Con ello no quiero decir que
todo temor deba responder a esa correspondencia arcaica que le de un sentido
evolutivo. Existen - desde luego- temores e incluso patrones de personalidad
determinados de manera social. El mismo Millon ha señalado acertadamente que el
patrón narcisista de la personalidad es un constructo del siglo XX, un invento
de las clases sociales media-alta y alta de USA ( Mas allá del DSM-IV, pag
427).
Pero no conviene confundir a
los temores arcaicos con las prescripciones sociales que acaban acatándose
acríticamente por sugestión y mimetismo y asimilándose individualmente como si
fuera un temor, una fobia o una manera inevitable de ser a fin de “parecerse a
alguien insubstancial” y que terminan por ocupar el lugar de otro temor
preformado en el inconsciente y cuya existencia ya no precisa de espacio alguno.
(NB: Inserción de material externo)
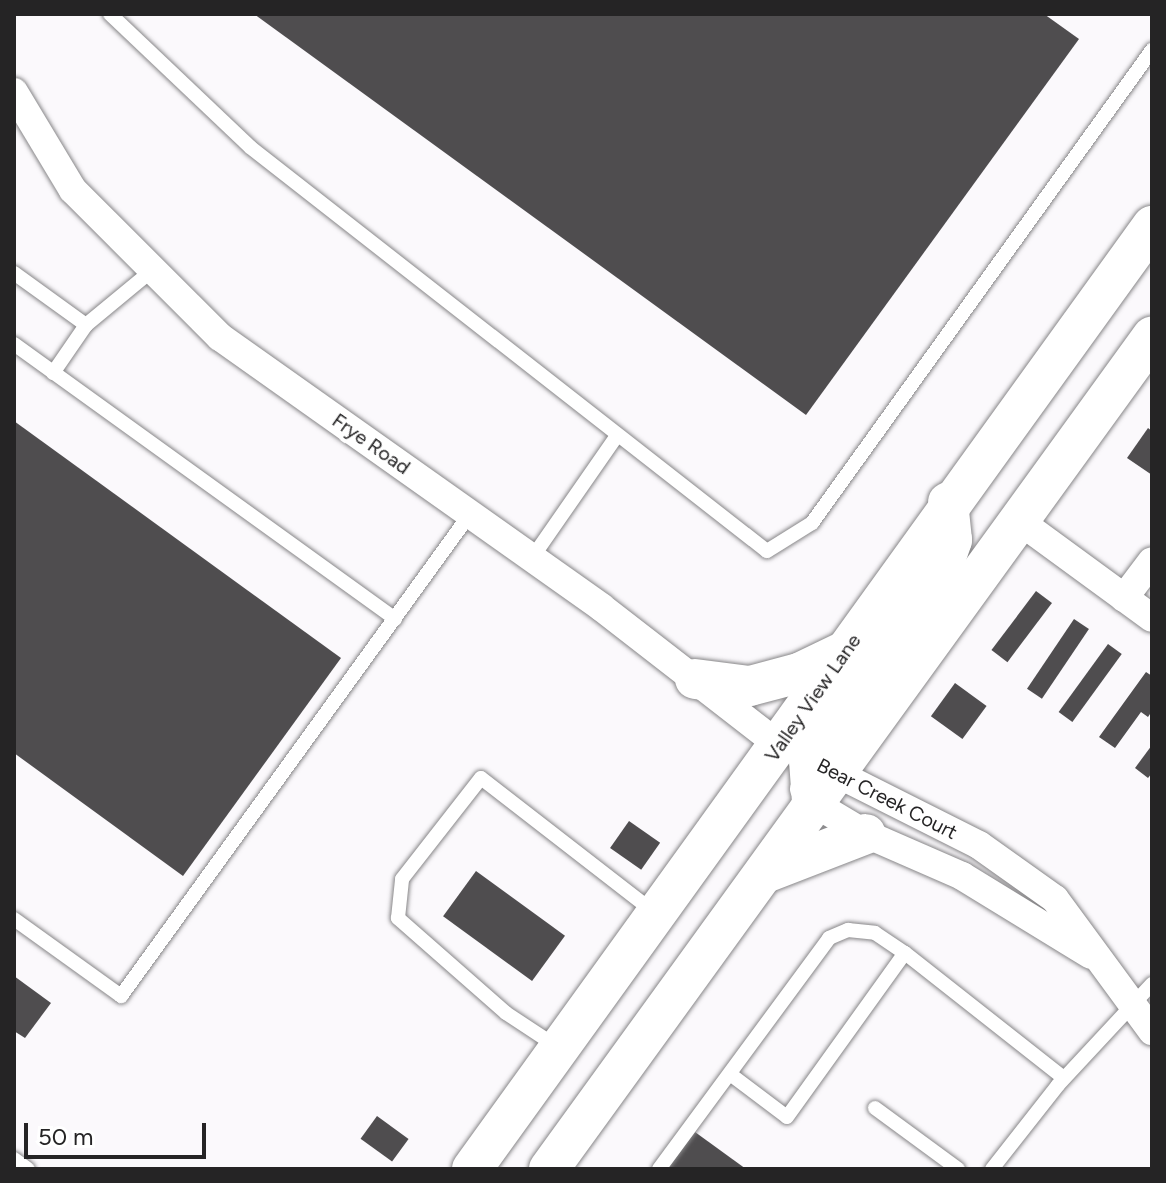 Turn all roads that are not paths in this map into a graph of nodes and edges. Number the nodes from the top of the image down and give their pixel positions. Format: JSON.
{"nodes":[{"id":1,"x":110,"y":14,"type":"edge"},
{"id":2,"x":1152,"y":50,"type":"edge"},
{"id":3,"x":14,"y":92,"type":"edge"},
{"id":4,"x":1152,"y":226,"type":"edge"},
{"id":5,"x":150,"y":272,"type":"junction"},
{"id":6,"x":14,"y":273,"type":"edge"},
{"id":7,"x":86,"y":325,"type":"junction"},
{"id":8,"x":1152,"y":337,"type":"edge"},
{"id":9,"x":14,"y":344,"type":"edge"},
{"id":10,"x":53,"y":373,"type":"junction"},
{"id":11,"x":616,"y":437,"type":"junction"},
{"id":12,"x":948,"y":502,"type":"junction"},
{"id":13,"x":470,"y":514,"type":"junction"},
{"id":14,"x":1018,"y":520,"type":"junction"},
{"id":15,"x":532,"y":558,"type":"junction"},
{"id":16,"x":1152,"y":561,"type":"edge"},
{"id":17,"x":1124,"y":598,"type":"junction"},
{"id":18,"x":1152,"y":618,"type":"edge"},
{"id":19,"x":395,"y":619,"type":"junction"},
{"id":20,"x":846,"y":650,"type":"junction"},
{"id":21,"x":695,"y":679,"type":"junction"},
{"id":22,"x":809,"y":770,"type":"junction"},
{"id":23,"x":866,"y":834,"type":"junction"},
{"id":24,"x":758,"y":877,"type":"junction"},
{"id":25,"x":657,"y":915,"type":"junction"},
{"id":26,"x":14,"y":919,"type":"edge"},
{"id":27,"x":905,"y":953,"type":"junction"},
{"id":28,"x":1091,"y":955,"type":"junction"},
{"id":29,"x":1152,"y":984,"type":"edge"},
{"id":30,"x":1131,"y":1005,"type":"junction"},
{"id":31,"x":1152,"y":1031,"type":"edge"},
{"id":32,"x":559,"y":1049,"type":"junction"},
{"id":33,"x":730,"y":1074,"type":"junction"},
{"id":34,"x":1064,"y":1078,"type":"junction"},
{"id":35,"x":875,"y":1108,"type":"dead end"},
{"id":36,"x":14,"y":1159,"type":"edge"},
{"id":37,"x":28,"y":1169,"type":"edge"},
{"id":38,"x":472,"y":1169,"type":"edge"},
{"id":39,"x":549,"y":1169,"type":"edge"},
{"id":40,"x":659,"y":1169,"type":"edge"},
{"id":41,"x":958,"y":1169,"type":"edge"},
{"id":42,"x":992,"y":1169,"type":"edge"}],
"edges":[{"from":1,"to":11,"type":"lane"},
{"from":2,"to":11,"type":"lane"},
{"from":3,"to":5,"type":"street","name":"Frye Road"},
{"from":4,"to":12,"type":"main road","name":"Valley View Lane"},
{"from":5,"to":7,"type":"lane"},
{"from":5,"to":13,"type":"street","name":"Frye Road"},
{"from":6,"to":7,"type":"lane"},
{"from":7,"to":10,"type":"lane"},
{"from":8,"to":14,"type":"main road","name":"Valley View Lane"},
{"from":9,"to":10,"type":"lane"},
{"from":10,"to":19,"type":"lane"},
{"from":11,"to":15,"type":"lane"},
{"from":12,"to":20,"type":"main road","name":"Valley View Lane"},
{"from":12,"to":22,"type":"main road"},
{"from":13,"to":15,"type":"street","name":"Frye Road"},
{"from":13,"to":19,"type":"lane"},
{"from":14,"to":17,"type":"street"},
{"from":14,"to":22,"type":"main road","name":"Valley View Lane"},
{"from":15,"to":21,"type":"street","name":"Frye Road"},
{"from":16,"to":17,"type":"street"},
{"from":17,"to":18,"type":"street"},
{"from":19,"to":26,"type":"lane"},
{"from":20,"to":21,"type":"main road"},
{"from":20,"to":22,"type":"main road","name":"Valley View Lane"},
{"from":21,"to":22,"type":"street","name":"Frye Road"},
{"from":22,"to":23,"type":"street","name":"Bear Creek Court"},
{"from":22,"to":24,"type":"main road","name":"Valley View Lane"},
{"from":22,"to":25,"type":"main road","name":"Valley View Lane"},
{"from":22,"to":28,"type":"street","name":"Bear Creek Court"},
{"from":23,"to":24,"type":"main road"},
{"from":23,"to":28,"type":"street","name":"Bear Creek Court"},
{"from":24,"to":39,"type":"main road","name":"Valley View Lane"},
{"from":25,"to":32,"type":"main road","name":"Valley View Lane"},
{"from":25,"to":32,"type":"lane"},
{"from":27,"to":33,"type":"lane"},
{"from":27,"to":33,"type":"lane"},
{"from":27,"to":34,"type":"lane"},
{"from":28,"to":30,"type":"street","name":"Bear Creek Court"},
{"from":29,"to":30,"type":"lane"},
{"from":30,"to":31,"type":"street","name":"Bear Creek Court"},
{"from":30,"to":34,"type":"lane"},
{"from":32,"to":38,"type":"main road","name":"Valley View Lane"},
{"from":33,"to":40,"type":"lane"},
{"from":34,"to":42,"type":"lane"},
{"from":35,"to":41,"type":"lane"},
{"from":36,"to":37,"type":"lane"}]} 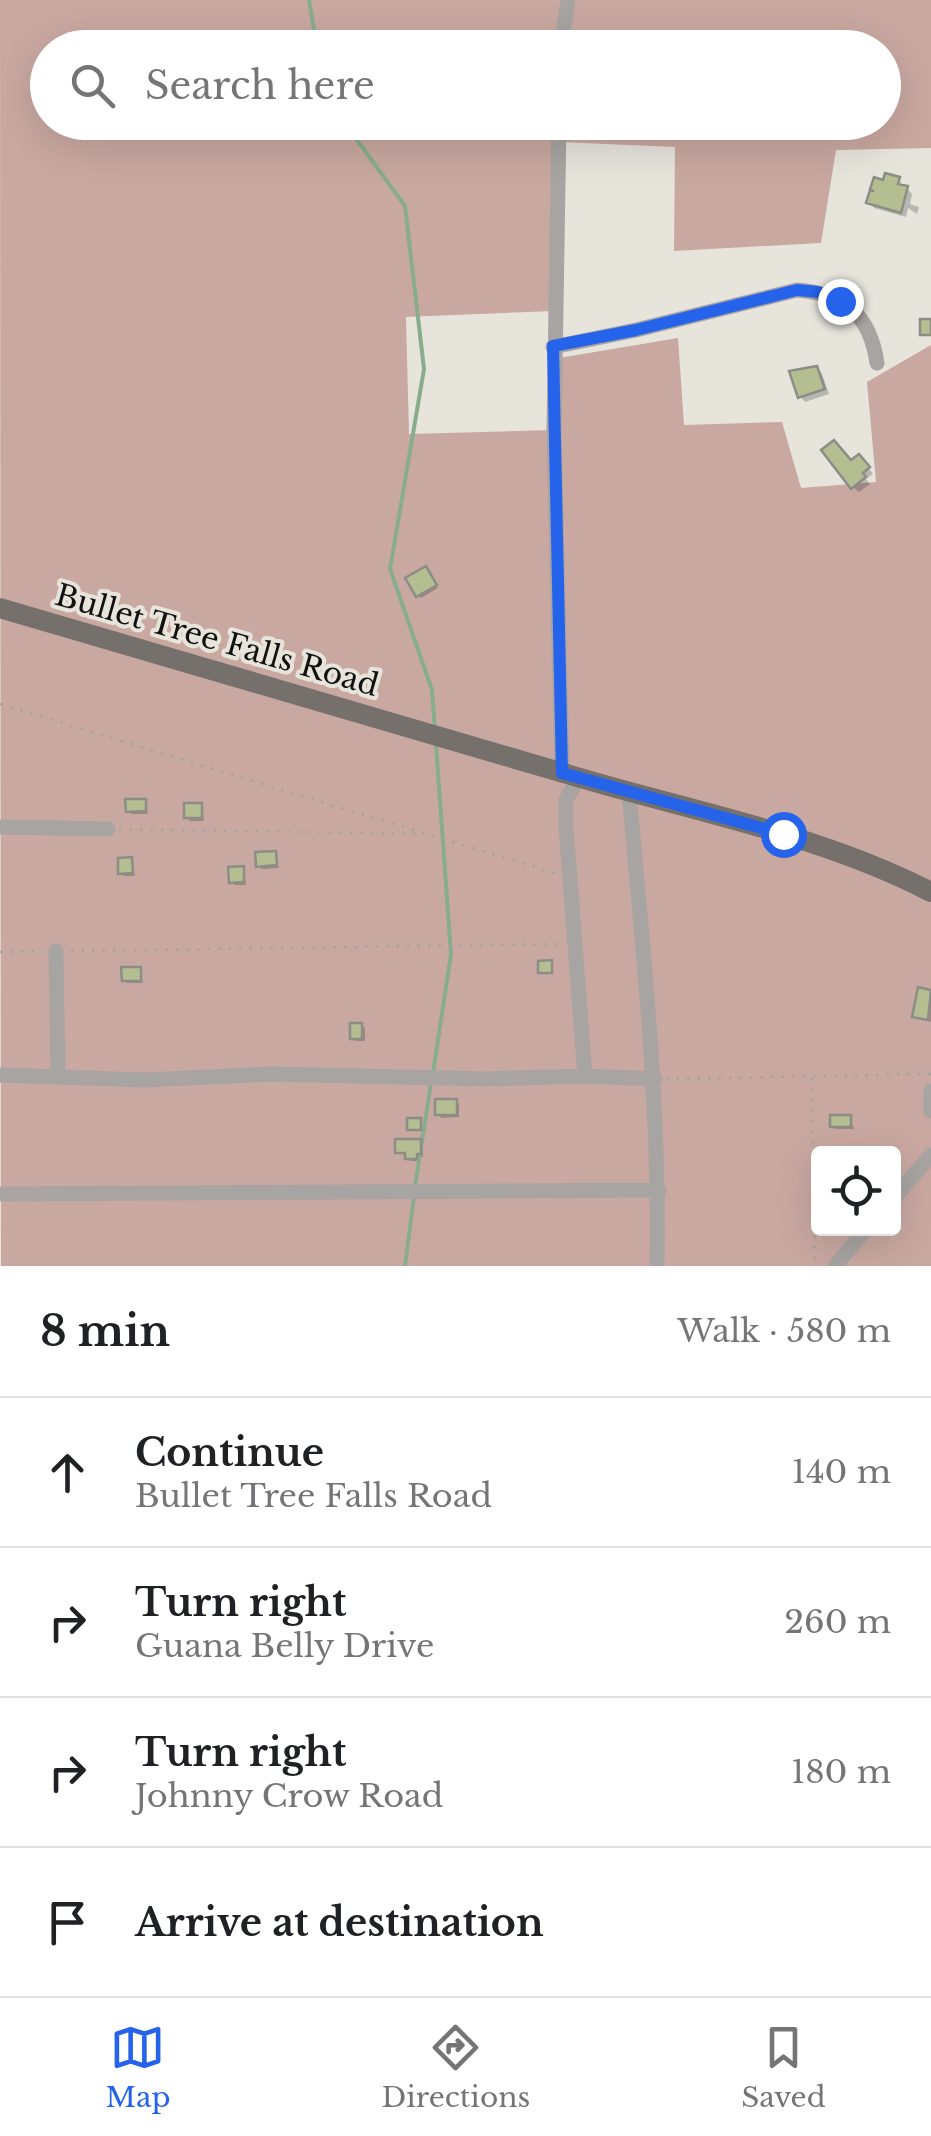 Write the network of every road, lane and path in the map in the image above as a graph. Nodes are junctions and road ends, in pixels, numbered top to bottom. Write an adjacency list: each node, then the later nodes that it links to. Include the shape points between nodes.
1 (568, 0): 2 (street)
2 (564, 30)
3 (558, 140): 4 (street)
4 (553, 346): 5 (street, via 797,290 818,292 852,310 866,324); 8 (street)
5 (876, 363)
6 (0, 608): 8 (main road, Bullet Tree Falls Road)
7 (0, 704): 12 (path)
8 (570, 776): 9 (main road, Bullet Tree Falls Road); 13 (street)
9 (628, 792): 14 (main road, Bullet Tree Falls Road, via 783,834); 23 (street)
10 (0, 827): 11 (street)
11 (108, 829): 12 (path)
12 (428, 834): 13 (path)
13 (570, 878): 15 (street)
14 (931, 892)
15 (575, 944): 16 (path); 20 (street)
16 (56, 951): 17 (path); 22 (street)
17 (0, 952)
18 (931, 1074): 21 (path)
19 (0, 1076): 22 (street)
20 (585, 1076): 22 (street); 23 (street)
21 (812, 1076): 23 (path); 32 (path)
22 (58, 1077)
23 (655, 1079): 27 (street)
24 (931, 1091): 25 (street)
25 (931, 1111)
26 (931, 1154): 28 (street)
27 (659, 1190): 29 (street); 31 (street)
28 (901, 1190)
29 (0, 1194)
30 (860, 1236): 33 (street)
31 (657, 1266)
32 (815, 1266)
33 (835, 1266) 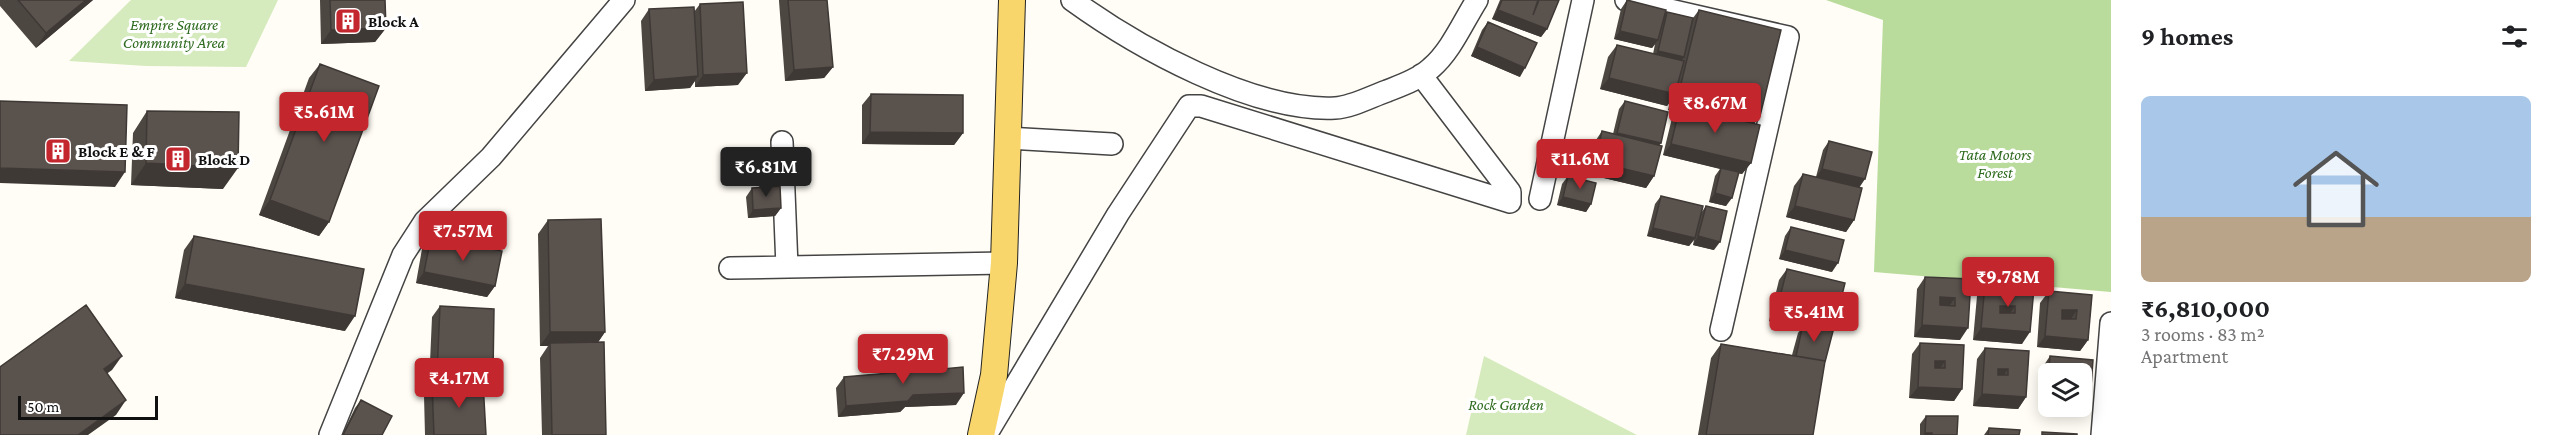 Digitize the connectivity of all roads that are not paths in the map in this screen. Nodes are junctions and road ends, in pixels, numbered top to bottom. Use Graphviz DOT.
graph roads {
  1 [pos="624,0"];
  2 [pos="1012,0"];
  3 [pos="1072,0"];
  4 [pos="1477,0"];
  5 [pos="1583,0"];
  6 [pos="1626,0"];
  7 [pos="1421,75"];
  8 [pos="1008,138"];
  9 [pos="782,142"];
  10 [pos="1112,144"];
  11 [pos="1540,199"];
  12 [pos="1004,263"];
  13 [pos="787,267"];
  14 [pos="730,268"];
  15 [pos="2111,323"];
  16 [pos="1721,330"];
  17 [pos="330,435"];
  18 [pos="981,435"];
  19 [pos="986,435"];
  20 [pos="2102,435"];
  1 -- 17 [label="street"];
  2 -- 8 [label="main road"];
  3 -- 7 [label="street"];
  4 -- 7 [label="street"];
  5 -- 11 [label="street"];
  6 -- 16 [label="street"];
  7 -- 19 [label="street"];
  8 -- 10 [label="street"];
  8 -- 12 [label="main road"];
  9 -- 13 [label="street"];
  12 -- 13 [label="street"];
  12 -- 18 [label="main road"];
  13 -- 14 [label="street"];
  15 -- 20 [label="street"];
}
Por esta razón es tan difícil filiar ese temor anoréxico de un modo
psicopatológicamente compatible con la tradición médica. ¿Se trata de una fobia,
de una compulsión o de un delirio?. Ninguna de estas formas psicopatológicas
parecen adaptarse correctamente a los temores anoréxicos que parecen desafiar a
la propia psicopatología.
Es común que los clínicos nos
refiramos a la psicopatología de los trastornos alimentarios con la terminología
“como si”: como si fuera una fobia o “como si” fuera una adicción. Esta
dificultad semántica es la expresión genuina de que ninguna de estas ubicaciones
nosológicas da cuenta de la sintomatología de los trastornos alimentarios: en
efecto el "temor a engordar" no es una verdadera fobia y la bulimia no es una
verdadera adicción.
La principal característica y
condición de un temor sintomáticamente activo es que sea inconsciente, aunque -
desde luego- sea percibido conscientemente casi siempre con la convicción
subjetiva de que se trata de algo exagerado. En el caso de los temores genuinos,
la actividad imaginaria del sujeto se extenderá en una matriz de evitaciones y
defensas destinadas a eludirlo. Por principio cualquier temor inconsciente es
inefable: no puede verbalizarse, siendo su explicitación verbal una mera
reconstrucción de un universo predecible. La capacidad de sentir miedo en el ser
humano es un hito adaptativo y sobre todo indiferenciado, pues diferenciadas y
diversas son las amenazas.
El miedo a las arañas o a las
serpientes –en realidad de cualquier fobia simple- es un miedo enunciativo que
se encuentra muy cercano a su contenido latente. Sin embargo hay que entender
que una fobia a las arañas en un individuo, hoy (donde no hay oportunidad alguna
de tropezarse con ninguna de ellas), sólo representa una metáfora acerca del
temor. En realidad el fóbico encuentra el recurso semántico de la araña para
poner limites a un miedo, que de otro modo sería difuso y por tanto refractario
a cualquier tipo de maniobra de tranquilización. Aun tratándose de un miedo
explicable desde el punto de vista evolutivo, la fobia a las arañas no es sino
“una percha” donde colgar aquel sentimiento difuso de temor que procede de las
profundidades del inconsciente: allí donde no hay palabras ni por tanto
capacidad alguna de encontrar alivio.
En biología podemos encontrar
una equivalencia a este concepto: la basura genética o aquellos fragmentos del
genoma que aunque se mantienen en el legado evolutivo que se transmite de
generación en generación, ya no codifican nada: se trata de una información que
no comunica nada, se trata de ruido genético.
Lo mismo sucede con las
fobias más complejas como la agorafobia. Hasta hace –relativamente- poco tiempo,
creíamos que cada fobia era distinta a las demás, así que acuñamos distintos
nombres para cada una de ellas, la fobia a las alturas (acrofobia), a los
lugares estrechos (claustrofobia) o a los lugares abiertos (agorafobia).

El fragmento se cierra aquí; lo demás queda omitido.